- Task brief:
Retype exactly the lines that run from the line with "pinky tip: (257, 255)" to the final line of the entries, keeping both ends and nothing else.

- Named joint coordinates:
Content starts

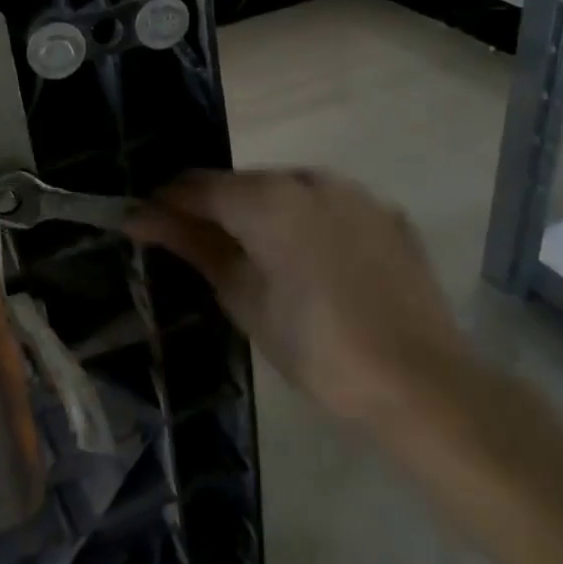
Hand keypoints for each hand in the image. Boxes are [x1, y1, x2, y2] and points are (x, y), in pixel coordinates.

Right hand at [129, 169, 466, 422]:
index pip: (198, 185)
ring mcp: (356, 194)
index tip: (142, 223)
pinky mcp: (387, 217)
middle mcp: (311, 179)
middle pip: (243, 184)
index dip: (165, 203)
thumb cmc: (315, 347)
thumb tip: (141, 217)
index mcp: (269, 197)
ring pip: (287, 192)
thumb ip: (193, 245)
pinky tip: (307, 263)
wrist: (421, 383)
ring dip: (261, 214)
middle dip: (214, 209)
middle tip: (195, 247)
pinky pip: (329, 207)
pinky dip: (305, 224)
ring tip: (253, 257)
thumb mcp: (243, 297)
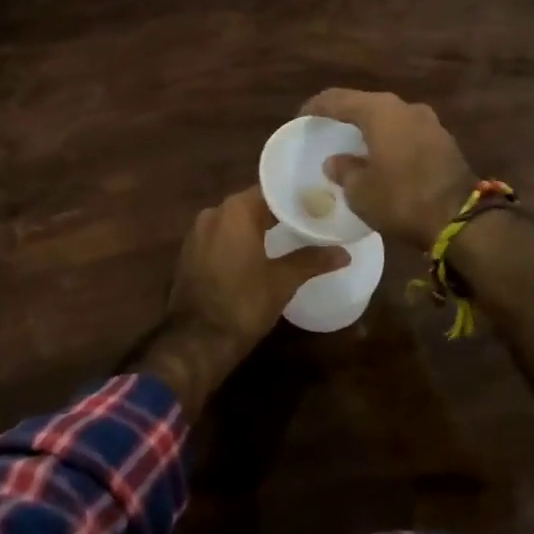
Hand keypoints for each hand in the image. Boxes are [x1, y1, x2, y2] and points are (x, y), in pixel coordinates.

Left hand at [167, 187, 349, 354]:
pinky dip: (238, 241)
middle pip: (252, 204)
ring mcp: (197, 233)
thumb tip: (344, 253)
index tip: (316, 206)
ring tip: (286, 238)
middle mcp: (213, 212)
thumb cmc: (243, 304)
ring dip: (257, 228)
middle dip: (277, 213)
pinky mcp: (189, 253)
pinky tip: (257, 255)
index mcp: (236, 210)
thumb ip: (312, 260)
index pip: (271, 192)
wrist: (195, 342)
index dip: (294, 199)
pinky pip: (220, 237)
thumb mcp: (283, 281)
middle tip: (307, 222)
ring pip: (234, 222)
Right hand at [300, 90, 476, 248]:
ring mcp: (429, 122)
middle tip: (326, 129)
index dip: (316, 107)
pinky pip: (407, 133)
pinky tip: (382, 157)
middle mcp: (405, 107)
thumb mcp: (360, 191)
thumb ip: (343, 170)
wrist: (461, 219)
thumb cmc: (402, 199)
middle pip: (366, 104)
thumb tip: (336, 161)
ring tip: (354, 145)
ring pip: (390, 118)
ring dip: (371, 129)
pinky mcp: (443, 141)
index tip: (301, 118)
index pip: (338, 99)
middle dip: (345, 116)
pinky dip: (390, 140)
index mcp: (380, 111)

Content ends

- Exercise answer:
pinky tip: (257, 255)
index mcp: (236, 210)
thumb ip: (312, 260)
index pip: (271, 192)
wrist: (195, 342)
index dip: (294, 199)
pinky pip: (220, 237)
thumb mcp: (283, 281)
middle tip: (307, 222)
ring pip: (234, 222)
Right hand at [300, 90, 476, 248]:
ring mcp: (429, 122)
middle tip: (326, 129)
index dip: (316, 107)
pinky pip: (407, 133)
pinky tip: (382, 157)
middle mcp: (405, 107)
thumb mcp: (360, 191)
thumb ip: (343, 170)
wrist: (461, 219)
thumb cmc: (402, 199)
middle pip: (366, 104)
thumb tip: (336, 161)
ring tip: (354, 145)
ring pip: (390, 118)
ring dip: (371, 129)
pinky mcp: (443, 141)
index tip: (301, 118)
index pip: (338, 99)
middle dip: (345, 116)
pinky dip: (390, 140)
index mcp: (380, 111)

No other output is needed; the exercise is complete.